April marks the beginning of the “Year of the Census,” April 1, 2009 to April 1, 2010, as proclaimed by Governor Jim Gibbons and resolved by the Nevada Legislature.
“The national census is only taken once a decade, so it’s extremely important that we get an accurate count,” said Jeff Hardcastle, the Nevada State Demographer based on the University of Nevada, Reno campus. “Every person missed costs the state more than $900 in federal funding. That can really add up.”
Hardcastle, housed in the Nevada Small Business Development Center in the University’s College of Business, says the process begins this April with temporary census workers canvassing neighborhoods to check for the accuracy of address lists provided by local governments.
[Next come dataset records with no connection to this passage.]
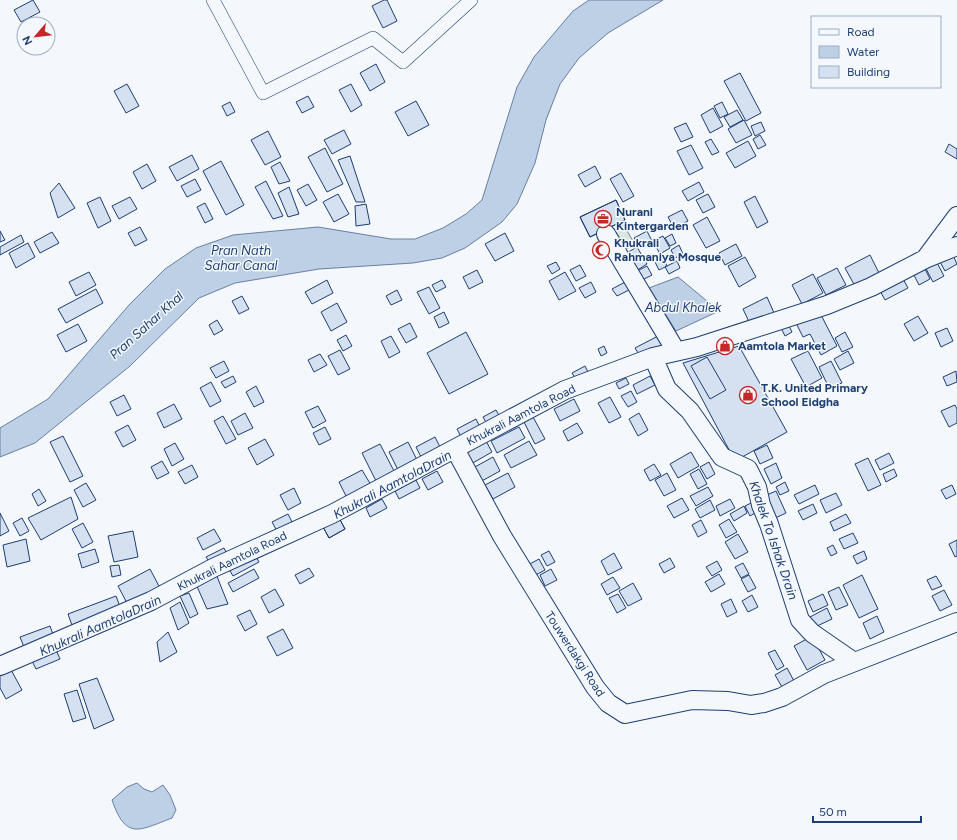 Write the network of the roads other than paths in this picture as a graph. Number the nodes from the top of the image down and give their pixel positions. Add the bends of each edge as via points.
1 (213, 0) edge
2 (471, 0) edge
3 (957, 216) edge
4 (606, 234) dead end
5 (957, 246) edge
6 (925, 259) junction
7 (676, 351) junction
8 (653, 356) junction
9 (455, 448) junction
10 (957, 622) edge
11 (854, 662) junction
12 (0, 666) edge

1 - 2 street via 263,94 373,38 403,62
3 - 6 street
4 - 7 street
5 - 6 street, Khukrali Aamtola Road
6 - 7 street, Khukrali Aamtola Road via 827,306 698,347
7 - 8 street, Khukrali Aamtola Road
8 - 9 street, Khukrali Aamtola Road via 565,390
8 - 11 street via 667,389 690,412 722,457 748,469 757,487 800,620 812,633
9 - 11 street, Touwerdakgi Road via 502,536 558,628 602,697 617,710 625,714 692,700 728,701 751,705 764,703 782,697 824,674
9 - 12 street, Khukrali Aamtola Road via 332,514 213,568 151,601
10 - 11 street, Touwerdakgi Road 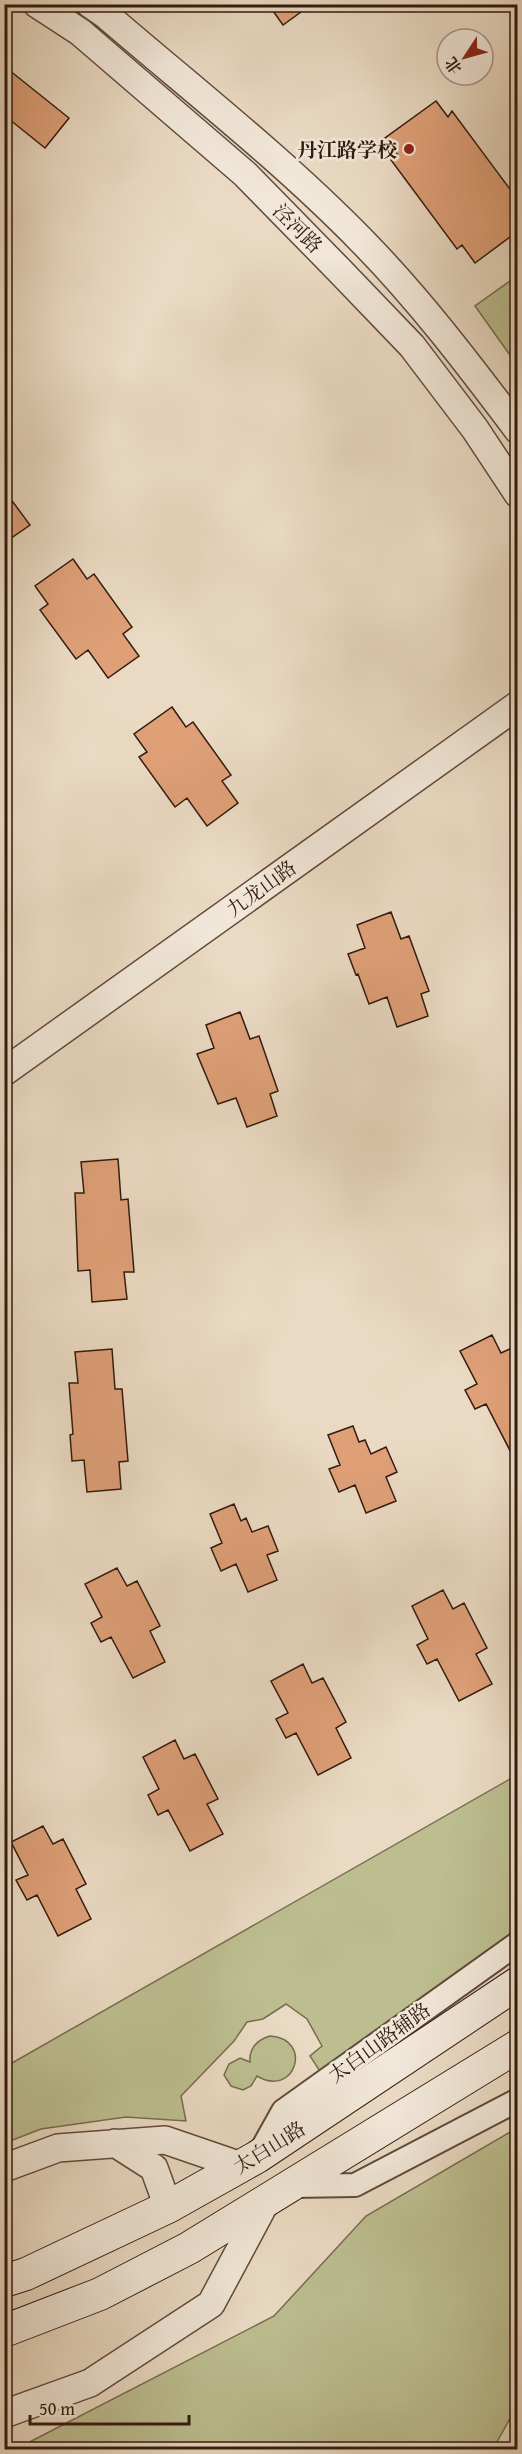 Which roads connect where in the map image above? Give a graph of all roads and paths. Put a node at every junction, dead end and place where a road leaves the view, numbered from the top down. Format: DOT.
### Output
graph roads {
  1 [pos="37,4"];
  2 [pos="90,4"];
  3 [pos="518,430"];
  4 [pos="518,494"];
  5 [pos="518,705"];
  6 [pos="4,1072"];
  7 [pos="518,1943"];
  8 [pos="518,1983"];
  9 [pos="518,2046"];
  10 [pos="518,2100"];
  11 [pos="115,2143"];
  12 [pos="249,2161"];
  13 [pos="4,2168"];
  14 [pos="292,2186"];
  15 [pos="265,2203"];
  16 [pos="168,2207"];
  17 [pos="4,2281"];
  18 [pos="4,2331"];
  19 [pos="4,2414"];
  1 -- 4 [label="street, 泾河路"];
  2 -- 3 [label="street, 泾河路"];
  5 -- 6 [label="street, 九龙山路"];
  7 -- 12 [label="street, 太白山路辅路"];
  8 -- 12 [label="main road, 太白山路"];
  9 -- 14 [label="main road"];
  10 -- 14 [label="street"];
  11 -- 12 [label="street"];
  11 -- 13 [label="street"];
  11 -- 16 [label="street"];
  12 -- 16 [label="main road, 太白山路"];
  14 -- 15 [label="main road"];
  15 -- 18 [label="main road"];
  15 -- 19 [label="street"];
  16 -- 17 [label="main road, 太白山路"];
} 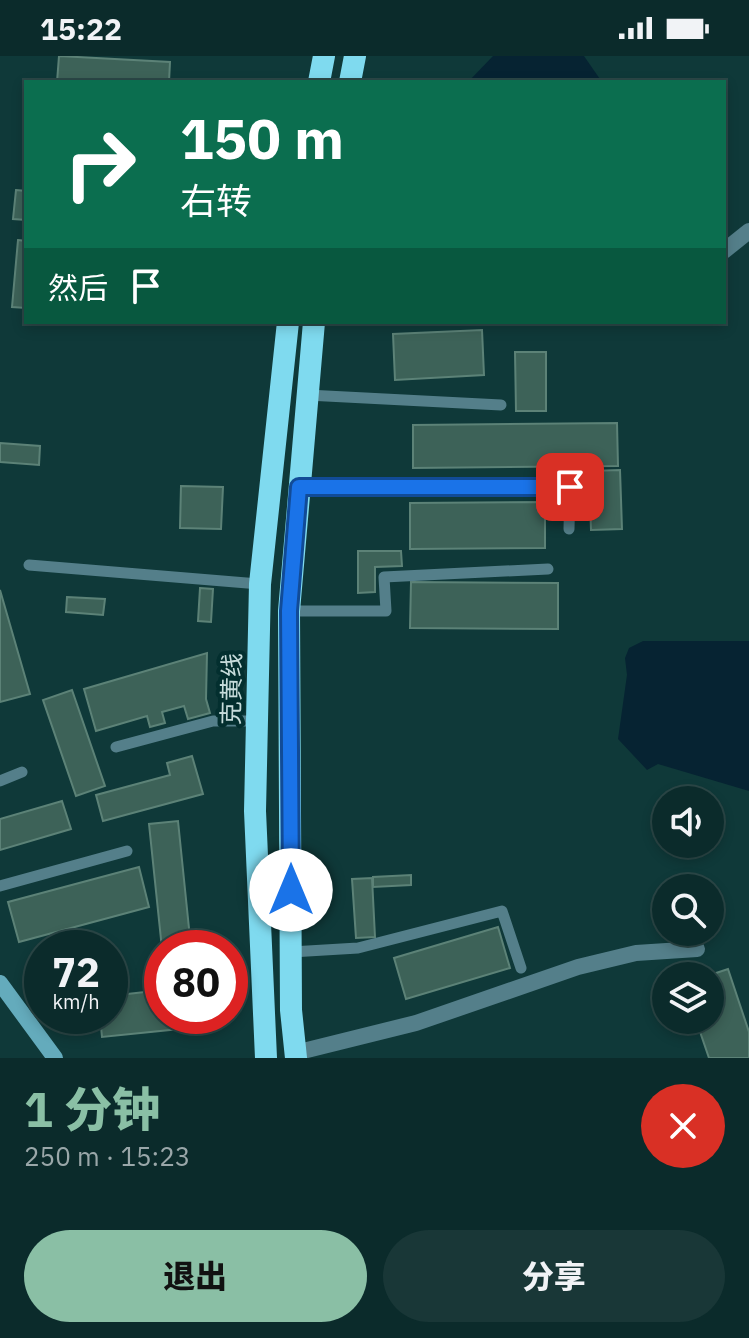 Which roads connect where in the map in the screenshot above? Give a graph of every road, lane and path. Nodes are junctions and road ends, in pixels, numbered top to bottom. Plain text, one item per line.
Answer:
1 (324, 56) edge
2 (355, 56) edge
3 (319, 80) edge
4 (350, 80) edge
5 (749, 231) edge
6 (726, 249) edge
7 (288, 324) edge
8 (314, 324) edge
9 (307, 395) junction
10 (501, 405) dead end
11 (299, 487) junction
12 (569, 529) dead end
13 (29, 565) dead end
14 (548, 569) dead end
15 (260, 584) junction
16 (289, 611) junction
17 (257, 721) junction
18 (116, 747) dead end
19 (22, 772) dead end
20 (0, 781) edge
21 (127, 851) dead end
22 (0, 886) edge
23 (697, 949) dead end
24 (291, 952) junction
25 (521, 968) dead end
26 (0, 983) edge
27 (296, 1055) edge
28 (55, 1058) edge
29 (266, 1058) edge

1 - 3 highway
2 - 4 highway
5 - 6 street
7 - 15 highway, 克黄线
8 - 9 highway
9 - 10 lane
9 - 11 highway
11 - 12 lane
11 - 16 highway
13 - 15 lane
14 - 16 lane
15 - 17 highway, 克黄线
16 - 24 highway
17 - 18 lane
17 - 29 highway, 克黄线
19 - 20 lane
21 - 22 lane
23 - 27 street
24 - 25 lane
24 - 27 highway
26 - 28 main road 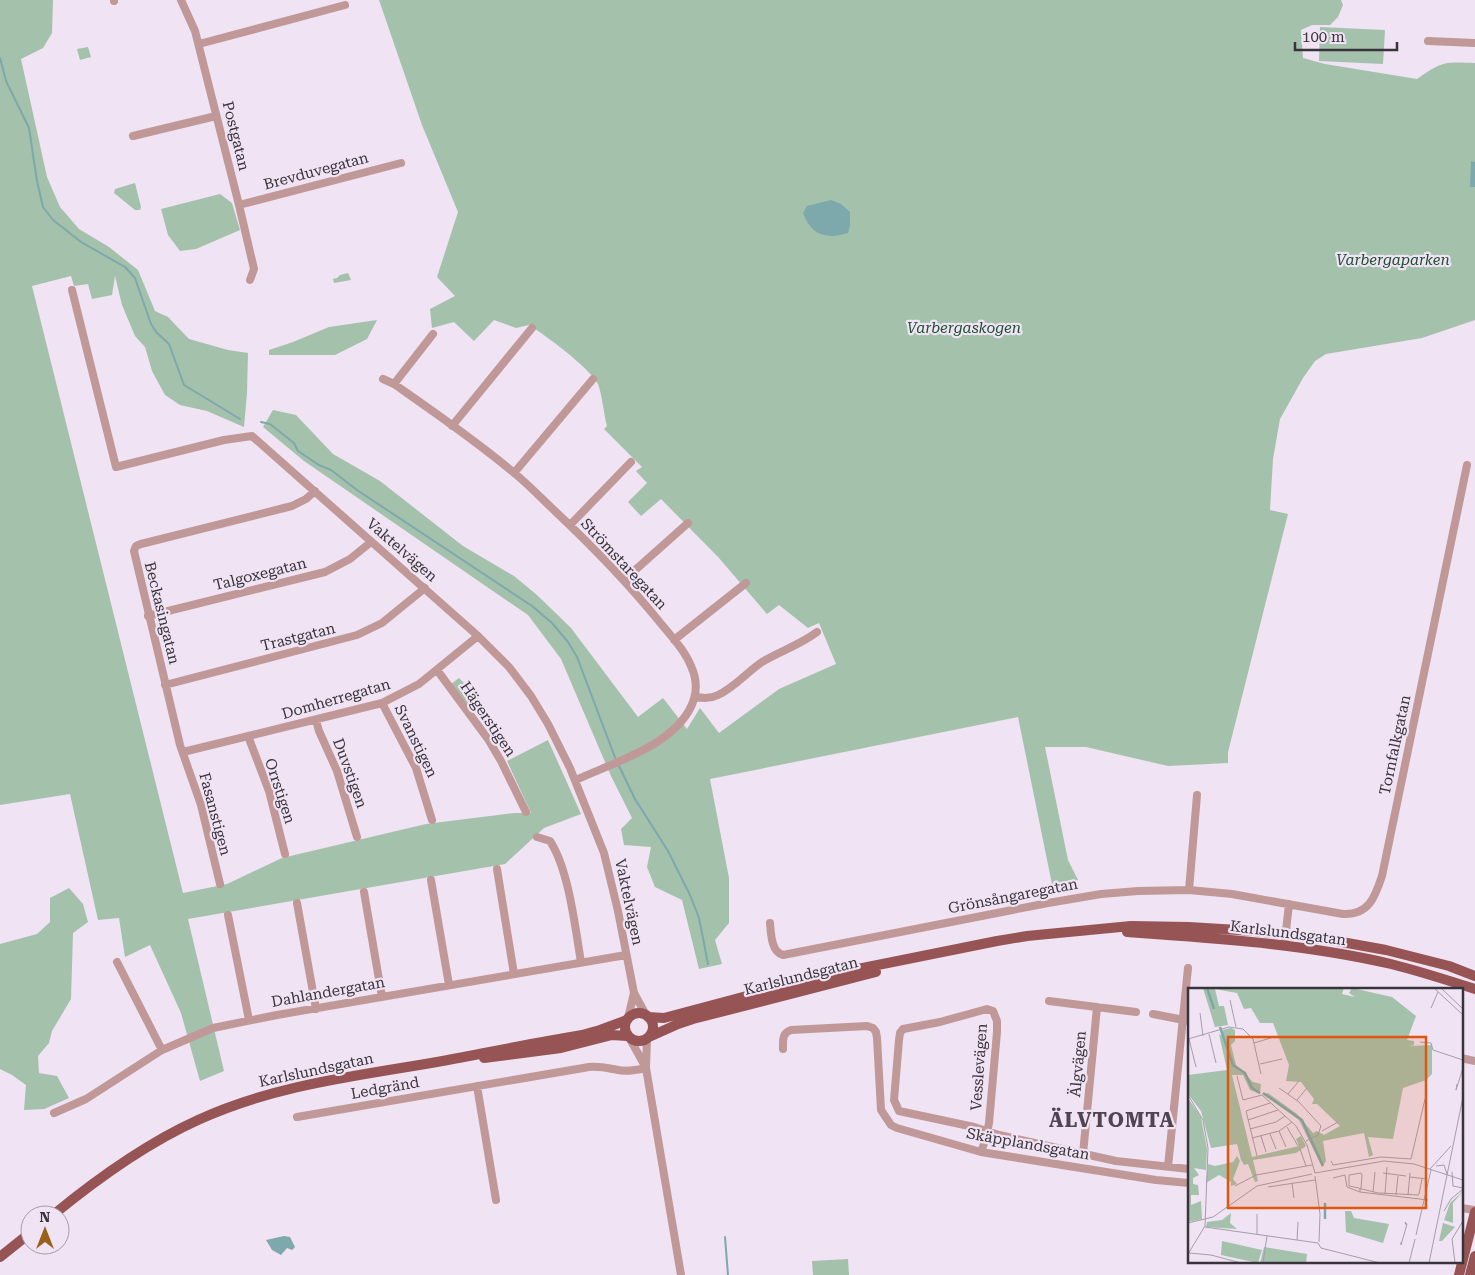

This will continue through most of the summer. That information will be compiled, along with other information on group housing, such as college dorms and senior retirement homes, collected in the fall. Then, next spring, the census, or “short form,” will be mailed to residences.
“It’s imperative that people fill out these short forms and return them,” Hardcastle said. “The less follow-up we have to do to attain accurate information, the less it costs us to take the census.”
Hardcastle said that at least six follow-up attempts will be made to contact those who fail to return their forms. The form that is mailed to each address only asks for very basic information, and the government pays for the return postage. The form simply asks for each resident’s name and relationship, age, race, sex, ethnicity and whether the home is owned or rented.
“Given the remarkable growth Nevada has experienced over the last decade, an accurate count this census year can really benefit our state,” Hardcastle concludes. “”Growth means more representation in Congress and more per-capita dollars.”